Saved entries
——————

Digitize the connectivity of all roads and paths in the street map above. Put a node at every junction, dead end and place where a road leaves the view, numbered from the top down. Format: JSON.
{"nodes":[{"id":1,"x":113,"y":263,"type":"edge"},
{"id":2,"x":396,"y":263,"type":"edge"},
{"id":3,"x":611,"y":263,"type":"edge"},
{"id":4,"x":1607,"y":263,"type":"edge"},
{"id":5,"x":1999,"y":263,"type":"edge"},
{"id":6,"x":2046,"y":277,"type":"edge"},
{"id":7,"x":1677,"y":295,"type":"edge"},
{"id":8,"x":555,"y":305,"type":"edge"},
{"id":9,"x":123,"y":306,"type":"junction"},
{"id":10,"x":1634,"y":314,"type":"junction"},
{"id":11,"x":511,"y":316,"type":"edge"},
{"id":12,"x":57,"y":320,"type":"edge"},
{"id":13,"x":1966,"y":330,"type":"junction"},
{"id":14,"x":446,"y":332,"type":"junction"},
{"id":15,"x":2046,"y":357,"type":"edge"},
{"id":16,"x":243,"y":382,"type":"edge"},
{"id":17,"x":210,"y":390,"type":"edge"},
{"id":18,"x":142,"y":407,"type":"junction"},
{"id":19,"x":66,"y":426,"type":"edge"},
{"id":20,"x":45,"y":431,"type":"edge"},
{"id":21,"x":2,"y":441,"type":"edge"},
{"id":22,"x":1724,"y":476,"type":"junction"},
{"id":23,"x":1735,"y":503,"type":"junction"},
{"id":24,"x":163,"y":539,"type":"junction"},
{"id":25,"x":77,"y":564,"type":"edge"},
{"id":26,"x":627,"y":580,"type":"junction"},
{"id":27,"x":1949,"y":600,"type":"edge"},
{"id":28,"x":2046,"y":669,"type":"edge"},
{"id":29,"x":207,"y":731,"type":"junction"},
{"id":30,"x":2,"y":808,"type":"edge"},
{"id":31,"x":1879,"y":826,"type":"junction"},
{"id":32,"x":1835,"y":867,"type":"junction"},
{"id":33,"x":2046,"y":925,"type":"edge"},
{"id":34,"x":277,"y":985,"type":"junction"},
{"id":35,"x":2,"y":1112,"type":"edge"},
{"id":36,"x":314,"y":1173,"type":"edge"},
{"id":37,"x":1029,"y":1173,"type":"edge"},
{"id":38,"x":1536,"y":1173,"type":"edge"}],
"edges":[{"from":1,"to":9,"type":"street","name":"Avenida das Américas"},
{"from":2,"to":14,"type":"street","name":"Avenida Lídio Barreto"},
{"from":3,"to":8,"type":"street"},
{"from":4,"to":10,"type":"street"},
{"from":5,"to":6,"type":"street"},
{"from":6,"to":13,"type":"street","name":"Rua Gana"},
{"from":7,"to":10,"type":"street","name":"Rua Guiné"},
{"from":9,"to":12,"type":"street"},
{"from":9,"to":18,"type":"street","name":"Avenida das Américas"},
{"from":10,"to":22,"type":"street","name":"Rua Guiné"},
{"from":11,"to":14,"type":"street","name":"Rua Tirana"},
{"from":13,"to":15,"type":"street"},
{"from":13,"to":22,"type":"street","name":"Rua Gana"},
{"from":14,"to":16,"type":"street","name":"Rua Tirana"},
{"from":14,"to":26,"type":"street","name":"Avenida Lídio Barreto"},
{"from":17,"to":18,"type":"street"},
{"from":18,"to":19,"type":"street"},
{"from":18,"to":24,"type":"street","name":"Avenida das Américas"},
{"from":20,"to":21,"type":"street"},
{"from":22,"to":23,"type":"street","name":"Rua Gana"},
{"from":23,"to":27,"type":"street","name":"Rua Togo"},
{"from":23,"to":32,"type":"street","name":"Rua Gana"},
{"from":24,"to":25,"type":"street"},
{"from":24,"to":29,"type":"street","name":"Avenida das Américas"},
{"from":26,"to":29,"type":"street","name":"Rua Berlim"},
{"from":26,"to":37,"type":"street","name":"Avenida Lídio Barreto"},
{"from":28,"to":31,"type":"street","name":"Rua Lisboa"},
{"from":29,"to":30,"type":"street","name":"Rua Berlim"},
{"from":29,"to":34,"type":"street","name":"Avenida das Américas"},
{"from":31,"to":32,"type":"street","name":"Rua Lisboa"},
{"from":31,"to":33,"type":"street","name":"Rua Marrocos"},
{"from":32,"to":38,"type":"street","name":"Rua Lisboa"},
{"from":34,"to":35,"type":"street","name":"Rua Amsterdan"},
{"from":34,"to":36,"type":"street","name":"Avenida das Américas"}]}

——————

◆ EXERCISE AIM
Whenever a line above has the word "Berlim" in it, copy that line.

◆ PROBLEM SOLUTION
{"from":26,"to":29,"type":"street","name":"Rua Berlim"},
{"from":29,"to":30,"type":"street","name":"Rua Berlim"},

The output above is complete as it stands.